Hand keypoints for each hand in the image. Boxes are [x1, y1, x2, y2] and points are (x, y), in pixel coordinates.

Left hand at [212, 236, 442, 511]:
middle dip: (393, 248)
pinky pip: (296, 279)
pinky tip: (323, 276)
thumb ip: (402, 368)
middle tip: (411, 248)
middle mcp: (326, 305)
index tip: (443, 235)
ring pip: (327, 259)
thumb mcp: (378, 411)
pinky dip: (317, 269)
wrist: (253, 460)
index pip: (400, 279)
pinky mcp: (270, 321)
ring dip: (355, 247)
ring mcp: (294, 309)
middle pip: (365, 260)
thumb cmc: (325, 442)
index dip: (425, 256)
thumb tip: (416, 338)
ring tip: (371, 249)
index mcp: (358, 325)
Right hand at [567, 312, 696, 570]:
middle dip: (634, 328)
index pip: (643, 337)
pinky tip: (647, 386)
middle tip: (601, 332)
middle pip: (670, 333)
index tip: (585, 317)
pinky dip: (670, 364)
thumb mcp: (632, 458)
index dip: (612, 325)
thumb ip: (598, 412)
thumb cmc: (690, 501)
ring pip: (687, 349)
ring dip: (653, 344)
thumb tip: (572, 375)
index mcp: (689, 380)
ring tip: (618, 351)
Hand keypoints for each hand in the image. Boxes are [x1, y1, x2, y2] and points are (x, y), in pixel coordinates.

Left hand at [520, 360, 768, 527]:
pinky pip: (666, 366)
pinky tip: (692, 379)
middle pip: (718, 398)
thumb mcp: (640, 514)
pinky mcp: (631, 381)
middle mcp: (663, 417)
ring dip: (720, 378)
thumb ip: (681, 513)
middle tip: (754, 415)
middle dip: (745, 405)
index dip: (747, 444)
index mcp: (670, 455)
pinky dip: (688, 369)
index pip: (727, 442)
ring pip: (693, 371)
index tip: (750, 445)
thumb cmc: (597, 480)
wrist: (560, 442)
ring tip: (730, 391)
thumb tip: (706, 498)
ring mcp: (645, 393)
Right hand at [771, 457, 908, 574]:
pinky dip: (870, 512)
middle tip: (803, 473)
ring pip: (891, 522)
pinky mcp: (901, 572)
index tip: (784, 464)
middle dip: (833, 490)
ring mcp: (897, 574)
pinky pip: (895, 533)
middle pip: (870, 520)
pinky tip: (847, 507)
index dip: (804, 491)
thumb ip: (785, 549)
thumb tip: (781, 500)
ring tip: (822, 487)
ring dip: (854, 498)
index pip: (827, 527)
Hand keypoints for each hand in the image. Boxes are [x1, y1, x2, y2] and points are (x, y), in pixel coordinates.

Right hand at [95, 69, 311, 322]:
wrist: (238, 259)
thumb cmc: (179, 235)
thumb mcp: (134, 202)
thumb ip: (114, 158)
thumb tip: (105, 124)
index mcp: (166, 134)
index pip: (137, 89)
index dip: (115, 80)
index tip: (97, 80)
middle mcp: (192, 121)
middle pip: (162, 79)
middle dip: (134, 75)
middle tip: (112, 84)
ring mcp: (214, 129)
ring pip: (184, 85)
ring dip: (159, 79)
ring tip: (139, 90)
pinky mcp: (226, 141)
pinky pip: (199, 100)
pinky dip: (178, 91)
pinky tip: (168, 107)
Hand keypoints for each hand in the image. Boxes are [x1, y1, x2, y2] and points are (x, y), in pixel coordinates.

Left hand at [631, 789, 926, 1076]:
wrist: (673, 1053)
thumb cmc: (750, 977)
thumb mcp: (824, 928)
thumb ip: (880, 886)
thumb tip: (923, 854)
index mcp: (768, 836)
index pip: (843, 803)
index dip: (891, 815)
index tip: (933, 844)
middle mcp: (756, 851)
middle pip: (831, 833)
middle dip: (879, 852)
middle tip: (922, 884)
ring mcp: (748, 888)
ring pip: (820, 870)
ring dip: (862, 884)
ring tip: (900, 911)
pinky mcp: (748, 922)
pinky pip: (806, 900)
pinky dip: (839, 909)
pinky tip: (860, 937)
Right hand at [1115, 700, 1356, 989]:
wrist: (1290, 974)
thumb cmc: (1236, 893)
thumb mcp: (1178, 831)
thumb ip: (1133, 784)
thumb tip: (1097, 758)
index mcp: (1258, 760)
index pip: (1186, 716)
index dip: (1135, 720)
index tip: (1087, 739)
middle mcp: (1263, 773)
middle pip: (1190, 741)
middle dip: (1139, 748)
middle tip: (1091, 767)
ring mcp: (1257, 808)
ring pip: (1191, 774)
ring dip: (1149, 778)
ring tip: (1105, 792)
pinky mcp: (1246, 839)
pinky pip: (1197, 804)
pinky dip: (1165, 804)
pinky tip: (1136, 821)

■ Exercise aim
Using the records above, count the lines that hold the string "Right", and give back only the result.

■ Task answer
4